_WHAT TO DO_: Write out every single entry exactly.

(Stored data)
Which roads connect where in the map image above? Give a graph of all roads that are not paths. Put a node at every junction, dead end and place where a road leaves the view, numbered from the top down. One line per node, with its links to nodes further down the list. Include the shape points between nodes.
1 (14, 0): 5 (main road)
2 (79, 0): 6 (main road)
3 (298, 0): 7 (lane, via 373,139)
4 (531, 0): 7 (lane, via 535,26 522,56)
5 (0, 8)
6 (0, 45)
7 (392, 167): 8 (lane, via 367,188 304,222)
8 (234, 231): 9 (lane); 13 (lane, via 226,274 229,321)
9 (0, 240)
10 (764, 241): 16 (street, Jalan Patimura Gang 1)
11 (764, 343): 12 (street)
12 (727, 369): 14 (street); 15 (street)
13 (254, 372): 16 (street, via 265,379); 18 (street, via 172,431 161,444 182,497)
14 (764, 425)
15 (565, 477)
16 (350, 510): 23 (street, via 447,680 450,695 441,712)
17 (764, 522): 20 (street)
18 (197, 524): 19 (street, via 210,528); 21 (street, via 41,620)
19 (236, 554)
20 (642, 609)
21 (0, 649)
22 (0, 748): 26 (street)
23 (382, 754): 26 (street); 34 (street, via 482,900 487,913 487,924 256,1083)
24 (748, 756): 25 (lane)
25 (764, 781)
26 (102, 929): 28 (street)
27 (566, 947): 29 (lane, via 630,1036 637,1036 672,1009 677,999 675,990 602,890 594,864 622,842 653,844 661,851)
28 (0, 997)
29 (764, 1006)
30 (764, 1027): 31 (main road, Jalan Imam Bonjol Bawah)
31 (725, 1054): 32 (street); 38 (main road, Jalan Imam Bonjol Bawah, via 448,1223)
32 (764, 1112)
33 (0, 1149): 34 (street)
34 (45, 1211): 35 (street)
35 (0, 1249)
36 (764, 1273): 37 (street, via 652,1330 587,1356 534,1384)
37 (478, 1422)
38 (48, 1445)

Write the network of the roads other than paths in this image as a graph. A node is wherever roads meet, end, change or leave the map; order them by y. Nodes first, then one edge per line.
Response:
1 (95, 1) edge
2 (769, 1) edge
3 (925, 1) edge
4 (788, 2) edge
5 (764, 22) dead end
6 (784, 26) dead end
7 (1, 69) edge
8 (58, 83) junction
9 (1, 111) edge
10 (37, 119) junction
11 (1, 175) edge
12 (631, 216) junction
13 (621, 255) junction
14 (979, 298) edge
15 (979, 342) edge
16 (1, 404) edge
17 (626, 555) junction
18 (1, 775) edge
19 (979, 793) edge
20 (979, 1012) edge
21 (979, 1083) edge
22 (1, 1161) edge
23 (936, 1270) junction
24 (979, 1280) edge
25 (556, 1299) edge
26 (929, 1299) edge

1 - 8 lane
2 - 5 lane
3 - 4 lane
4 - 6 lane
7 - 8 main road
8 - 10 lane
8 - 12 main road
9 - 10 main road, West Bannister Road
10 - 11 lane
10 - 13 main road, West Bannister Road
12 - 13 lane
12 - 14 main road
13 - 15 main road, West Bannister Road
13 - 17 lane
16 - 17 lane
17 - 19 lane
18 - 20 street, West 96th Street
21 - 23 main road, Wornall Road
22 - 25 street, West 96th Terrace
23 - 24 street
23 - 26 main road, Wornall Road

_WRITTEN SOLUTION_:
Which roads connect where in the map image above? Give a graph of all roads that are not paths. Put a node at every junction, dead end and place where a road leaves the view, numbered from the top down. One line per node, with its links to nodes further down the list. Include the shape points between nodes.
1 (14, 0): 5 (main road)
2 (79, 0): 6 (main road)
3 (298, 0): 7 (lane, via 373,139)
4 (531, 0): 7 (lane, via 535,26 522,56)
5 (0, 8)
6 (0, 45)
7 (392, 167): 8 (lane, via 367,188 304,222)
8 (234, 231): 9 (lane); 13 (lane, via 226,274 229,321)
9 (0, 240)
10 (764, 241): 16 (street, Jalan Patimura Gang 1)
11 (764, 343): 12 (street)
12 (727, 369): 14 (street); 15 (street)
13 (254, 372): 16 (street, via 265,379); 18 (street, via 172,431 161,444 182,497)
14 (764, 425)
15 (565, 477)
16 (350, 510): 23 (street, via 447,680 450,695 441,712)
17 (764, 522): 20 (street)
18 (197, 524): 19 (street, via 210,528); 21 (street, via 41,620)
19 (236, 554)
20 (642, 609)
21 (0, 649)
22 (0, 748): 26 (street)
23 (382, 754): 26 (street); 34 (street, via 482,900 487,913 487,924 256,1083)
24 (748, 756): 25 (lane)
25 (764, 781)
26 (102, 929): 28 (street)
27 (566, 947): 29 (lane, via 630,1036 637,1036 672,1009 677,999 675,990 602,890 594,864 622,842 653,844 661,851)
28 (0, 997)
29 (764, 1006)
30 (764, 1027): 31 (main road, Jalan Imam Bonjol Bawah)
31 (725, 1054): 32 (street); 38 (main road, Jalan Imam Bonjol Bawah, via 448,1223)
32 (764, 1112)
33 (0, 1149): 34 (street)
34 (45, 1211): 35 (street)
35 (0, 1249)
36 (764, 1273): 37 (street, via 652,1330 587,1356 534,1384)
37 (478, 1422)
38 (48, 1445)

Write the network of the roads other than paths in this image as a graph. A node is wherever roads meet, end, change or leave the map; order them by y. Nodes first, then one edge per line.
Response:
1 (95, 1) edge
2 (769, 1) edge
3 (925, 1) edge
4 (788, 2) edge
5 (764, 22) dead end
6 (784, 26) dead end
7 (1, 69) edge
8 (58, 83) junction
9 (1, 111) edge
10 (37, 119) junction
11 (1, 175) edge
12 (631, 216) junction
13 (621, 255) junction
14 (979, 298) edge
15 (979, 342) edge
16 (1, 404) edge
17 (626, 555) junction
18 (1, 775) edge
19 (979, 793) edge
20 (979, 1012) edge
21 (979, 1083) edge
22 (1, 1161) edge
23 (936, 1270) junction
24 (979, 1280) edge
25 (556, 1299) edge
26 (929, 1299) edge

1 - 8 lane
2 - 5 lane
3 - 4 lane
4 - 6 lane
7 - 8 main road
8 - 10 lane
8 - 12 main road
9 - 10 main road, West Bannister Road
10 - 11 lane
10 - 13 main road, West Bannister Road
12 - 13 lane
12 - 14 main road
13 - 15 main road, West Bannister Road
13 - 17 lane
16 - 17 lane
17 - 19 lane
18 - 20 street, West 96th Street
21 - 23 main road, Wornall Road
22 - 25 street, West 96th Terrace
23 - 24 street
23 - 26 main road, Wornall Road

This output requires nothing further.